Expected Release Date: March 22, 2011
Publisher: Old Line Publishing
Author’s Website: writersownwords.com/fawnbonning/
My Source for This Book: Won in a contest
Part of a Series: No
Series Best Read In Order: N/A
Steam Level: Steamy
Christine, a troubled teen with a dark past, is miserable in her small town. Shadowed in shame, she feels destined to live her lonely life as an outcast. She has no idea that her true destiny lies in a different town, in a different world; a most brutal world called Atriia. There she learns the true meaning of misery, the true meaning of loneliness, the true meaning of shame. But she also learns that her bravery is boundless as she battles against a formidable foe, a dark shadow that tries to smother the land. And in the arms of a most unlikely candidate, she also learns the true meaning of love. He is Hannen Fallier, the one they call the foul fraigen dropper, revered by men for his fearless feats, but looked upon by women with open disdain. With a face horribly mauled, he hides behind a mask of shame, deeming himself unworthy of love. That he would seek acceptance from Christine is irony in its purest form. That he would seek her love . . . the ultimate betrayal.
What Worked For Me:
- One thing that initially put me off, but that I ended up truly loving, was the invented language of Atriia. It was disconcerting at first to have these characters speaking in what almost sounded like Hollywood’s idea of Old English, but as the story progressed, the language became second nature for the reader just as it did for Christine. I personally think that this was a brilliant move on the author’s part, because it really helped to not only immerse you into the world of Atriia, but also helped connect with Christine, as she struggled to learn the language and adapt to the differences between Atriia and our world.

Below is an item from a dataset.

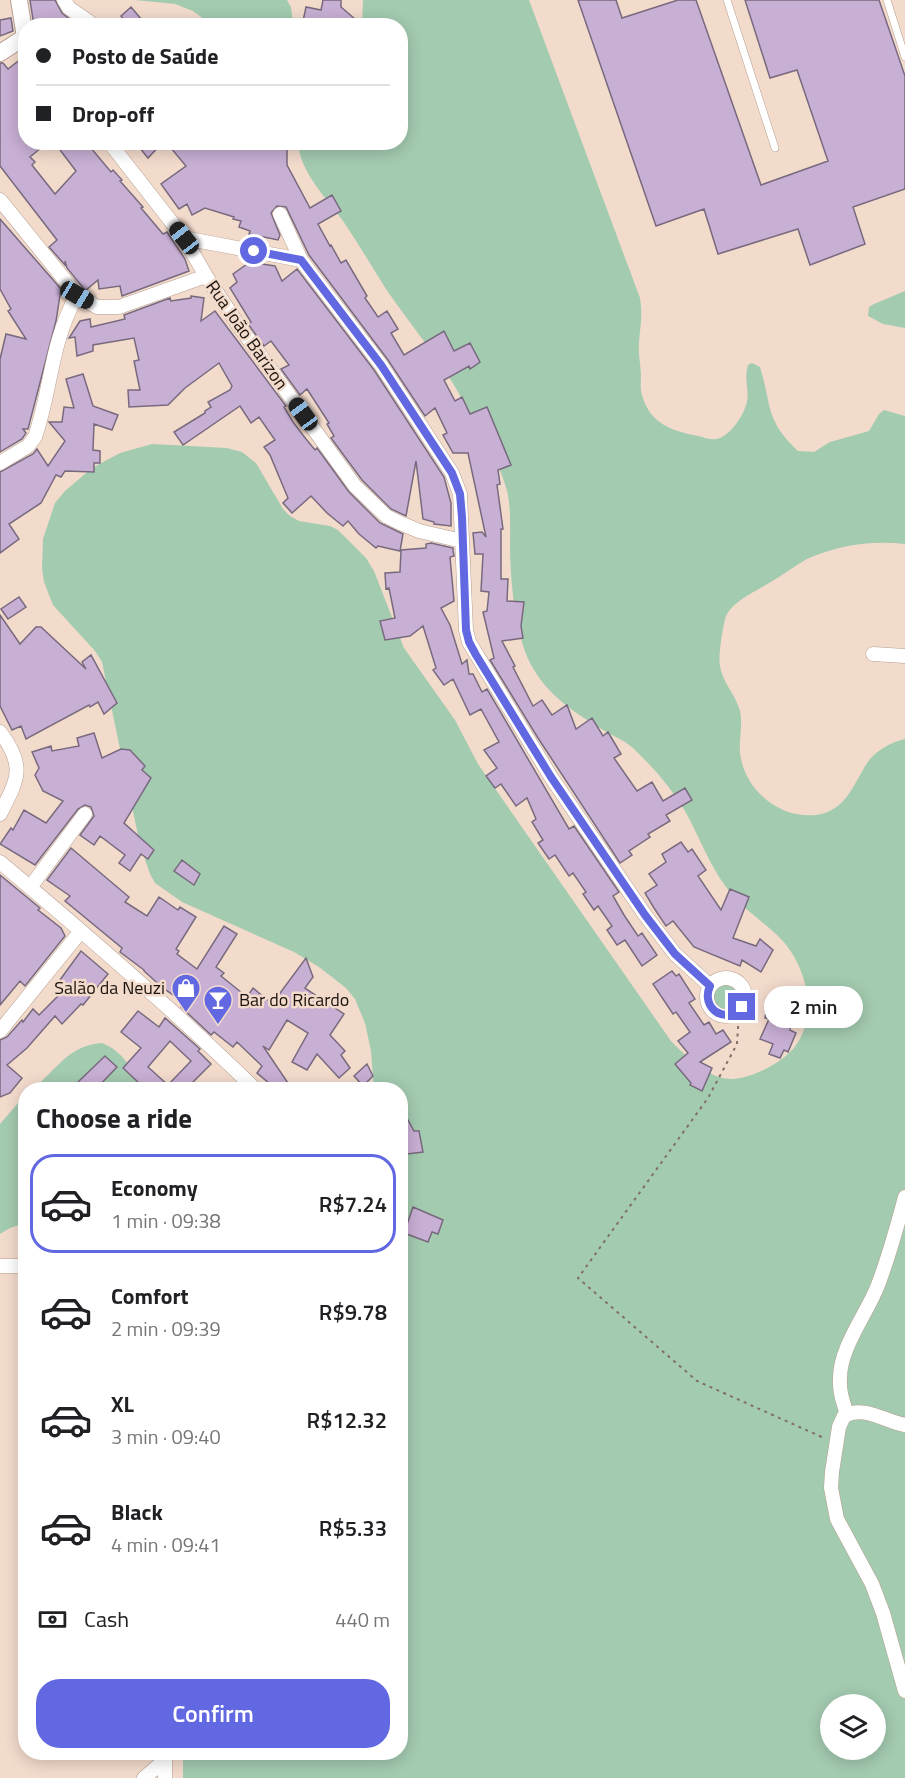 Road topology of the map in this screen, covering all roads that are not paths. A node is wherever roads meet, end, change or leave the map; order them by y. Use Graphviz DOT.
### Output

- HOLY CRAP at the twist! My jaw dropped and I almost fell out of my chair. No spoilers, because I promise you, it would ruin the entire book if you knew the twist going into it, but if readers get past the language barrier, that twist is going to be what makes or breaks this story for most readers.
- One of my favorite non-romance books of all time is The Talisman by Stephen King and Peter Straub. Billed as a fantasy horror novel, I’ve read it probably eight times since I first got it. This book reminded me of that title a lot, in tone and originality. While the plots obviously have nothing in common, I couldn’t help but enjoy the similar vibe between the two.
- I also enjoyed that while this is not a “romance” in the traditional sense, there was a very strong sense of romance in the last quarter or so which was very satisfying.
- On a similar note, the steam level was delicious, even though there were only a few scenes involving sensuality over the entire course of the novel.
What Didn’t Work For Me:
- I was a little taken aback by how quickly Christine adapted to life in Atriia. I’m not sure what I was expecting from her, but her quiet acceptance of the way things were in Atriia was a bit disconcerting.
- I’m not certain whether or not there is to be a sequel. If there is, then this is a moot point, but if there’s not… I was disappointed that there were so many loose threads left at the end. I was left with far too many questions for my comfort, which may have been the intention, but nevertheless left me vaguely dissatisfied.
I was lucky enough to win this title in a giveaway from LibraryThing, and finally got a chance to read it a few days ago. I will admit, at first I was a little wary — not only is the cover far different from what I am used to, but I was afraid that it would have a Young Adult feel to it since the main character is a 17 year old girl.
I had absolutely no reason to worry. While Christine’s age is indeed that of a minor, she’s far older than her years would have you think. Having survived a very traumatic incident, and dealing with the subsequent emotional and social fallout, she much more mature than anyone else her age. Combined with the horror elements of the story which made themselves plain rather early on, it helped to negate any worries I may have had about this being a “Young Adult” title.
I should also mention that I don’t typically read horror. As my blog title would suggest, I’m a rabid fan of romance novels, and as such stick almost exclusively to that genre. So to say that I’ve surprised myself by enjoying this book so much would be an understatement — even though the “romance” didn’t even come into play until almost right at the end, and the ending was decidedly not what I would consider to be a Happily Ever After, I loved it. I haven’t been able to find any definitive information on whether or not there is to be a sequel, but I sincerely hope so, as I’ve fallen in love with not only the characters but the fantasy world Ms. Bonning has created.
Recommended for fans of fantasy horror, of strong heroines who are not infallible, and of gothic and tragic romance.